(Records contained in a dataset)
----

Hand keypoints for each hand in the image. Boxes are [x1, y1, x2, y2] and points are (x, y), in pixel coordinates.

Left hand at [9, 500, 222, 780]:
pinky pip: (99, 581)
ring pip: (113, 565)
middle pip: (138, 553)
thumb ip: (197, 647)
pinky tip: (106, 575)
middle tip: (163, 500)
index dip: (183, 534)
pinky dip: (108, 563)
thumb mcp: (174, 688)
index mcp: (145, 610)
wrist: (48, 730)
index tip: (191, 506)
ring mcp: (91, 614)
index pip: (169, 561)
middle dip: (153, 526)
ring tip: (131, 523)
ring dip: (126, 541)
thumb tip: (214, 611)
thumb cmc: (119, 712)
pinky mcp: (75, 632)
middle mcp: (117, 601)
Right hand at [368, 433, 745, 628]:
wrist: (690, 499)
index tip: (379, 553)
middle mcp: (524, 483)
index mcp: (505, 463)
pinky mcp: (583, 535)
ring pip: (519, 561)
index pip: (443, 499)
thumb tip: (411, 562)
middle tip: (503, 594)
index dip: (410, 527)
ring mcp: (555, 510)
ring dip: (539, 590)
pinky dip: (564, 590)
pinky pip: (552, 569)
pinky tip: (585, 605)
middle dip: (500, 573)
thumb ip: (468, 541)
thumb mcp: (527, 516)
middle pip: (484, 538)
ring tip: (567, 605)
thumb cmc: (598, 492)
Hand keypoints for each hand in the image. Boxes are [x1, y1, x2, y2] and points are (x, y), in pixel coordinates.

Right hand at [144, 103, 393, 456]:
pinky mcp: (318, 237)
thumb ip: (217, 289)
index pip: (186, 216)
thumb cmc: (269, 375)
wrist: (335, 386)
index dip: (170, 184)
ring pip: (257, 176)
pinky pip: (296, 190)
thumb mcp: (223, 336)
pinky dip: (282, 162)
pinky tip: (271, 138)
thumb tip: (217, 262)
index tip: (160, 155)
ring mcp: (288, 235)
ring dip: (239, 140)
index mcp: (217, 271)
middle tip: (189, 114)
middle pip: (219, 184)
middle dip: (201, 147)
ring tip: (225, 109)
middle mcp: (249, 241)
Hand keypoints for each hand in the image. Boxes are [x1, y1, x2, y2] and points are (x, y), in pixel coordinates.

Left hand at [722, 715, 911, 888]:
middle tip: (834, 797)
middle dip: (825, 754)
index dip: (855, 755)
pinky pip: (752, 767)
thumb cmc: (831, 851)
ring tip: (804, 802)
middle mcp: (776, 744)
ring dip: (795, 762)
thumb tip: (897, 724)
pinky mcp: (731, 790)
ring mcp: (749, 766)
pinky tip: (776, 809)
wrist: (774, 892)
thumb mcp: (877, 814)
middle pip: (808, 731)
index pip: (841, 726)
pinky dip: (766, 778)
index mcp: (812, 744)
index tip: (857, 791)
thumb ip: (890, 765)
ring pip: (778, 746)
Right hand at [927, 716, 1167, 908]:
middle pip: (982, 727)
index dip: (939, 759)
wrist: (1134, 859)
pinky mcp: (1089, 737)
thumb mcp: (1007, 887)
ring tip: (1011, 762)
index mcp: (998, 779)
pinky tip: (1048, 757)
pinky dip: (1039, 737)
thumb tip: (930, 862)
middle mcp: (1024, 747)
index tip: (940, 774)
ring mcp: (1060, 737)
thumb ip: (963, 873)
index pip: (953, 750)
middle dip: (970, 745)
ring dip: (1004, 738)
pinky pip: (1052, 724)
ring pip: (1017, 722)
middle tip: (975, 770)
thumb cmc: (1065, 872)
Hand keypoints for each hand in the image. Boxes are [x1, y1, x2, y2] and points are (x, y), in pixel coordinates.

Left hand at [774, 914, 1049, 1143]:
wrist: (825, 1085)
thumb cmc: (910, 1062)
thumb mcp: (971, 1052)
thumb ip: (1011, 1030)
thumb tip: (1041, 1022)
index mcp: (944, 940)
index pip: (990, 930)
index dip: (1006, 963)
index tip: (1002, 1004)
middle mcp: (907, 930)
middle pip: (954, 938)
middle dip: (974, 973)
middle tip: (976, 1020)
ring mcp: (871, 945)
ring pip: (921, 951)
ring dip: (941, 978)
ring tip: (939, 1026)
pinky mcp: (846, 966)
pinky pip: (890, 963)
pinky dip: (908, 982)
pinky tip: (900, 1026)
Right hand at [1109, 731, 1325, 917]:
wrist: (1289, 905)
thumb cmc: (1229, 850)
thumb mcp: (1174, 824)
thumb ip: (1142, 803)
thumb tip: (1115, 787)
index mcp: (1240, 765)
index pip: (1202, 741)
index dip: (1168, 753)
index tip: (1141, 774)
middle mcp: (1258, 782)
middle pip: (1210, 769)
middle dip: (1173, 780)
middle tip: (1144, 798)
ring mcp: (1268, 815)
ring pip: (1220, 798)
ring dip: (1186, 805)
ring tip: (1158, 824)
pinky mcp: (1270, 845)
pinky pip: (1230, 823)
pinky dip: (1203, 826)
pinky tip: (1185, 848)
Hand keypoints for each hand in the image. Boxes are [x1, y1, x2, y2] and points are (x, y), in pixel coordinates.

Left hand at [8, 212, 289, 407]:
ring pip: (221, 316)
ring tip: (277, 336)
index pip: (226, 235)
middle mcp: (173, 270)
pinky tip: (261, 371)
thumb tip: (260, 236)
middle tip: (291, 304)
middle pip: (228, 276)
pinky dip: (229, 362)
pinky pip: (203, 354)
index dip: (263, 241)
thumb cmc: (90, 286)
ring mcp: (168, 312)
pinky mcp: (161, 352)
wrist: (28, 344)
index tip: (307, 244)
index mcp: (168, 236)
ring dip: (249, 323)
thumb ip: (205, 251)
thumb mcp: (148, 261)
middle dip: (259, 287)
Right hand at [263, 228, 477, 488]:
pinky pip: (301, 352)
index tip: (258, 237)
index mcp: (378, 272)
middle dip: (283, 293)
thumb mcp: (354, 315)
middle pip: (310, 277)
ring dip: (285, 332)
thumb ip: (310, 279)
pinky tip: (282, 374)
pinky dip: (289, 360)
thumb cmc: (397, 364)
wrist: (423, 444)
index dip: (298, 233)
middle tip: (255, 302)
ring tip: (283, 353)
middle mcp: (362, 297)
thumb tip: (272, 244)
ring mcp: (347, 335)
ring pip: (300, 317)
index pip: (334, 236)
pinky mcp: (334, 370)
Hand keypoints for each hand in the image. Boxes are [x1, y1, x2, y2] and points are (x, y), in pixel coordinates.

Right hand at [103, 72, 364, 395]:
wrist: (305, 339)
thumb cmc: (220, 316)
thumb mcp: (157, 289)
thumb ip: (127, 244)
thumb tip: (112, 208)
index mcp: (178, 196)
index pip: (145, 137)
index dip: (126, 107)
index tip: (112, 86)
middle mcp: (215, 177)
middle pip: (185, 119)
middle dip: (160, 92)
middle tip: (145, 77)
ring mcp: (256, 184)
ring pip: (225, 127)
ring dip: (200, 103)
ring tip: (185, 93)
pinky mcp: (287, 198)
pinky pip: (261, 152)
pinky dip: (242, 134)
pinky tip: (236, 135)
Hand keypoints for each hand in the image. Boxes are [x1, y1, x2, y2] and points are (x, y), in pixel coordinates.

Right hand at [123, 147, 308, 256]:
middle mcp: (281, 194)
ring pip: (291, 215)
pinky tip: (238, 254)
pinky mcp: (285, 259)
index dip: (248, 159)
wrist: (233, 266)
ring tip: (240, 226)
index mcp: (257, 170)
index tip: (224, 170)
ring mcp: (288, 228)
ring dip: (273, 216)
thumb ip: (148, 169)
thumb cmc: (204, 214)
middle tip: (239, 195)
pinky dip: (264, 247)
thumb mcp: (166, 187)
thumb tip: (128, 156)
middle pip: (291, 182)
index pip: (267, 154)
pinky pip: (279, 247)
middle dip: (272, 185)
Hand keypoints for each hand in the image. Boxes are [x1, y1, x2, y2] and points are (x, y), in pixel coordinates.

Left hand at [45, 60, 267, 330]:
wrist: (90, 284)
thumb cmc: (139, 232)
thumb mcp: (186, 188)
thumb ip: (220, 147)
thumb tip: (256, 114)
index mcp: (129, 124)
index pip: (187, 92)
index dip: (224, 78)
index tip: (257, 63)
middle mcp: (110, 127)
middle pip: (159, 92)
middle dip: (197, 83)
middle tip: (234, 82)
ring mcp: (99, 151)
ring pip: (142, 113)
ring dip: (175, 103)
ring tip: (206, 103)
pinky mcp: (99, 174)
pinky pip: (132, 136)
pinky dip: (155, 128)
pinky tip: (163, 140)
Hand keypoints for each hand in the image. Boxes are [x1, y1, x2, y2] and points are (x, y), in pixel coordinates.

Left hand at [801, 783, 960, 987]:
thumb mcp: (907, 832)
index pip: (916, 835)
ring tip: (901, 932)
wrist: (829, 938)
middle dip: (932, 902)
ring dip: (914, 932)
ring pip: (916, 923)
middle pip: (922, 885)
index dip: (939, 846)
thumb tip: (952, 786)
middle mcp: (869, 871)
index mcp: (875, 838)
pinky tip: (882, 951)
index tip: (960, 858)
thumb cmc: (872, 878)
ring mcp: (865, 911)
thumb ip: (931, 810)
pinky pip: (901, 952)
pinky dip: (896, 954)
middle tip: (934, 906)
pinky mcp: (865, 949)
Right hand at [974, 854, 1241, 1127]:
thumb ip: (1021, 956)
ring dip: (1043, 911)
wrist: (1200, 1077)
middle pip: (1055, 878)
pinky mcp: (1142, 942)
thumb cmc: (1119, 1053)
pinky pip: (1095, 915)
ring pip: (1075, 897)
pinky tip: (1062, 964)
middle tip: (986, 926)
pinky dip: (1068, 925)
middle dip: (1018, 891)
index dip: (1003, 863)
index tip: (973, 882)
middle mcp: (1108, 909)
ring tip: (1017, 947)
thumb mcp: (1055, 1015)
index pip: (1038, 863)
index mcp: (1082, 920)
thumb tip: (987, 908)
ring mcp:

----

Problem: Check every line above for the word "Left" and copy those that have it.

Reply to the exercise:
Left hand at [9, 500, 222, 780]:
Left hand at [722, 715, 911, 888]:
Left hand at [774, 914, 1049, 1143]:
Left hand at [8, 212, 289, 407]:
Left hand at [45, 60, 267, 330]:
Left hand at [801, 783, 960, 987]:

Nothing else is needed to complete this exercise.